_WHAT YOU NEED TO DO_.
Whenever a line in the entries below contains the string "note", copy that line.

_Stored data entries_.
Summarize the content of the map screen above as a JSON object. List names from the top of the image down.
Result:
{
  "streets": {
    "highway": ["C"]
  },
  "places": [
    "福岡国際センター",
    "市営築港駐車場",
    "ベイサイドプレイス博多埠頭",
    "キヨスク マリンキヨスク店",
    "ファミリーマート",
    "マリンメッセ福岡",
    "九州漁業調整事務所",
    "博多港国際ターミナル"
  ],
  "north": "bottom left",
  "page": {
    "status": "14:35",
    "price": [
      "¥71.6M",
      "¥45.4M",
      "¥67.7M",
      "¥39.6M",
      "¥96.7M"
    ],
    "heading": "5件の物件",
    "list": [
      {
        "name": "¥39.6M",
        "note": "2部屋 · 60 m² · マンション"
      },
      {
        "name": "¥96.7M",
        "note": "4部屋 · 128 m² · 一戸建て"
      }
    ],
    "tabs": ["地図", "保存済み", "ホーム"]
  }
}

_EXPECTED ANSWER_.
        "note": "2部屋 · 60 m² · マンション"
        "note": "4部屋 · 128 m² · 一戸建て"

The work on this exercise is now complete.